Les personnes neurodivergentes sont souvent intelligentes et très capables d’apprendre, de créer et de fonctionner en société si on leur offre les mécanismes et les outils pour le faire d’une façon qui correspond à leurs façons particulières de réfléchir et de faire. Par exemple, je réussis très bien à l’école, mais seulement lorsqu’on me donne des instructions très claires et un environnement de travail tranquille. C’est impossible pour moi de penser si j’entends le bourdonnement d’un ventilateur ou si je ressens l’étiquette de mon gilet dans le derrière du cou. J’avais très souvent soit parmi les meilleurs ou les pires notes de ma classe et très rarement étais-je dans la moyenne. Certains de mes enseignant•es pensaient que j’étais brilliant•e, tandis que d’autres pensaient que je n’étais pas assez intelligent•e pour finir mon secondaire; laisse-faire aller au postsecondaire. Malgré tout ça, je détiens un doctorat et je suis régulièrement chargé•e de cours au niveau universitaire.
Les statistiques nous démontrent qu’il y a une prévalence plus grande que ce à quoi on pourrait s’attendre de personnes neurodivergentes qui sont également diverses au niveau du genre; les personnes autistes sont deux à trois fois plus probables que leurs pairs non autistes d’être membres de la communauté 2ELGBTQ+. Une explication possible est que puisque les personnes neurodivergentes sont moins aptes à remarquer ou à accepter des normes sociales comme les comportements et les vêtements genrés. Avec un tel chevauchement, c’est encore plus important de créer des espaces queers qui sont adaptés aux sensibilités sensorielles des personnes neurodivergents, chose qui est difficile quand nos carrefours communautaires sont des boites de nuit.

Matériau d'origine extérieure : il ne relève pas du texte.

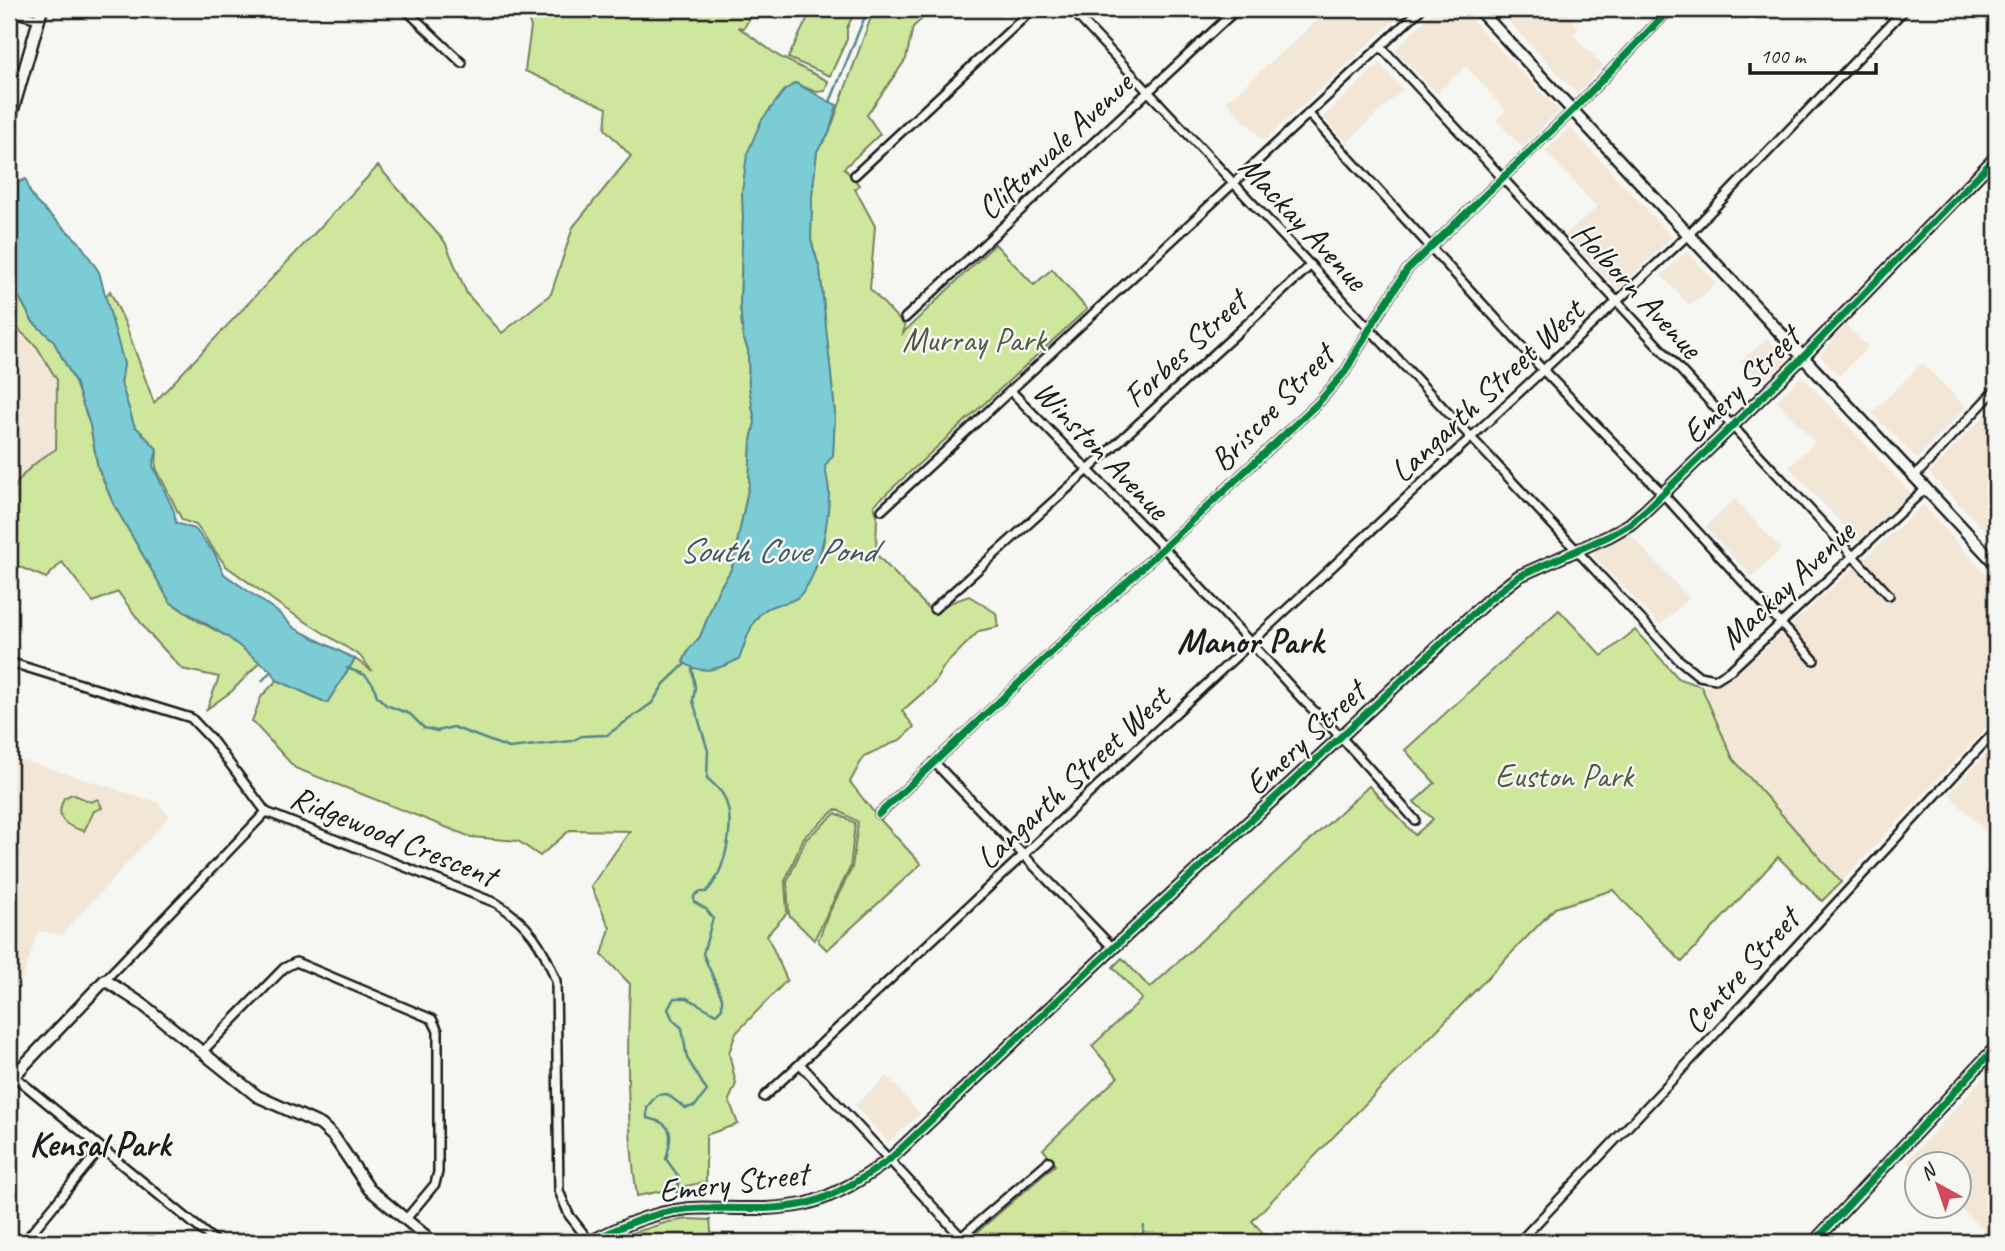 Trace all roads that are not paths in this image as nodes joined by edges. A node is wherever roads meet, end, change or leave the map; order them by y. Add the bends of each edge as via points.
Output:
1 (405, 9) edge
2 (1033, 9) edge
3 (1071, 9) edge
4 (1237, 9) edge
5 (1420, 9) edge
6 (1478, 9) edge
7 (1670, 9) edge
8 (1905, 9) edge
9 (9, 11) edge
10 (41, 14) edge
11 (1381, 47) junction
12 (462, 63) dead end
13 (1148, 92) junction
14 (1573, 110) junction
15 (1308, 113) junction
16 (9, 123) edge
17 (1996, 157) edge
18 (855, 176) dead end
19 (1502, 177) junction
20 (1234, 182) junction
21 (1689, 234) junction
22 (1430, 247) junction
23 (1311, 265) junction
24 (1617, 302) junction
25 (905, 318) dead end
26 (1370, 328) junction
27 (1803, 357) junction
28 (1544, 370) junction
29 (1996, 390) edge
30 (1011, 391) junction
31 (1733, 426) junction
32 (1471, 438) junction
33 (1088, 470) junction
34 (1915, 476) junction
35 (1926, 488) junction
36 (1663, 494) junction
37 (882, 510) dead end
38 (1164, 548) junction
39 (1576, 551) junction
40 (1852, 556) junction
41 (1994, 558) edge
42 (1889, 595) dead end
43 (934, 609) dead end
44 (1780, 622) junction
45 (1251, 643) junction
46 (1814, 660) dead end
47 (9, 662) edge
48 (1996, 730) edge
49 (1341, 737) junction
50 (934, 762) junction
51 (266, 812) junction
52 (880, 814) dead end
53 (1415, 820) dead end
54 (1023, 857) junction
55 (1113, 948) junction
56 (105, 980) junction
57 (1996, 1047) edge
58 (202, 1052) junction
59 (800, 1064) junction
60 (11, 1078) edge
61 (764, 1097) dead end
62 (102, 1148) junction
63 (890, 1159) junction
64 (1049, 1161) dead end
65 (406, 1219) junction
66 (963, 1240) edge
67 (24, 1242) edge
68 (216, 1242) edge
69 (433, 1242) edge
70 (590, 1242) edge
71 (1518, 1242) edge
72 (1814, 1242) edge

1 - 12 street
2 - 18 street
3 - 13 street, Mackay Avenue
4 - 13 street, Cliftonvale Avenue
5 - 11 street
6 - 14 street
7 - 14 street, Briscoe Street
8 - 21 street, Langarth Street West
9 - 10 street
10 - 16 street
11 - 15 street
11 - 19 street, Holborn Avenue
13 - 20 street, Mackay Avenue
13 - 25 street, Cliftonvale Avenue
14 - 19 street, Briscoe Street
14 - 21 street
15 - 20 street
15 - 22 street
17 - 27 street, Emery Street
19 - 22 street, Briscoe Street
19 - 24 street, Holborn Avenue
20 - 23 street, Mackay Avenue
20 - 30 street
21 - 24 street, Langarth Street West
21 - 27 street
22 - 26 street, Briscoe Street via 1407,270
22 - 28 street
23 - 26 street, Mackay Avenue
23 - 33 street, Forbes Street
24 - 28 street, Langarth Street West
24 - 31 street, Holborn Avenue
26 - 32 street, Mackay Avenue
26 - 38 street, Briscoe Street via 1345,372 1318,403
27 - 31 street, Emery Street
27 - 34 street
28 - 32 street, Langarth Street West
28 - 36 street
29 - 34 street
30 - 33 street, Winston Avenue
30 - 37 street
31 - 36 street, Emery Street
31 - 40 street, Holborn Avenue
32 - 39 street, Mackay Avenue
32 - 45 street, Langarth Street West
33 - 38 street, Winston Avenue
33 - 43 street, Forbes Street
34 - 35 street
35 - 40 street, Mackay Avenue
35 - 41 street
36 - 39 street, Emery Street via 1630,524
36 - 44 street
38 - 45 street, Winston Avenue
38 - 50 street, Briscoe Street
39 - 44 street, Mackay Avenue via 1699,676 1716,679 1732,669
39 - 49 street, Emery Street via 1502,588
40 - 42 street, Holborn Avenue
40 - 44 street, Mackay Avenue
44 - 46 street
45 - 49 street, Winston Avenue
45 - 54 street, Langarth Street West
47 - 51 street via 191,718
48 - 71 street, Centre Street
49 - 53 street, Winston Avenue
49 - 55 street, Emery Street
50 - 52 street, Briscoe Street
50 - 54 street
51 - 56 street, Ridgewood Crescent
51 - 70 street, Ridgewood Crescent via 496,903 525,926 547,957 555,981 559,1191 569,1215
54 - 55 street
54 - 59 street, Langarth Street West
55 - 63 street, Emery Street
56 - 58 street
56 - 60 street, Ridgewood Crescent
57 - 72 street
58 - 65 street via 257,1096 321,1125 369,1189
58 - 65 street via 284,968 296,962 432,1019 438,1031 438,1172 435,1184
59 - 61 street, Langarth Street West
59 - 63 street
60 - 62 street, Ridgewood Crescent
62 - 67 street
62 - 68 street, Ridgewood Crescent
63 - 66 street
63 - 70 street, Emery Street via 852,1184 804,1204 657,1213
64 - 66 street
65 - 69 street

Trop souvent, je me sens comme si je dois faire à nouveau mon coming out, que ce soit révéler mon identité de genre en utilisant mes pronoms, mon orientation sexuelle en parlant de ma famille et mon autisme en expliquant certains de mes comportements et mon processus mental à mes proches. Et je ne peux pas séparer la partie de moi qui est queer de celle qui est autiste; elles sont profondément interconnectées.
Ainsi, c’est difficile de distinguer et de différencier les discriminations auxquelles je suis assujetti•e en raison de mon orientation sexuelle, de mon identité de genre et de ma neurodivergence présumée. Pour moi, c’est la même chose. C’est à cause de ces intersections que naviguer des espaces queers peut souvent être très difficile pour moi et je sais que je ne suis pas seul•e; ça ne peut que devenir encore plus compliqué quand une personne neurodivergente est également racisée ou à une autre identité marginalisée. Nos organismes et entreprises ont du gros travail à faire s’ils veulent que leurs espaces soient véritablement inclusives.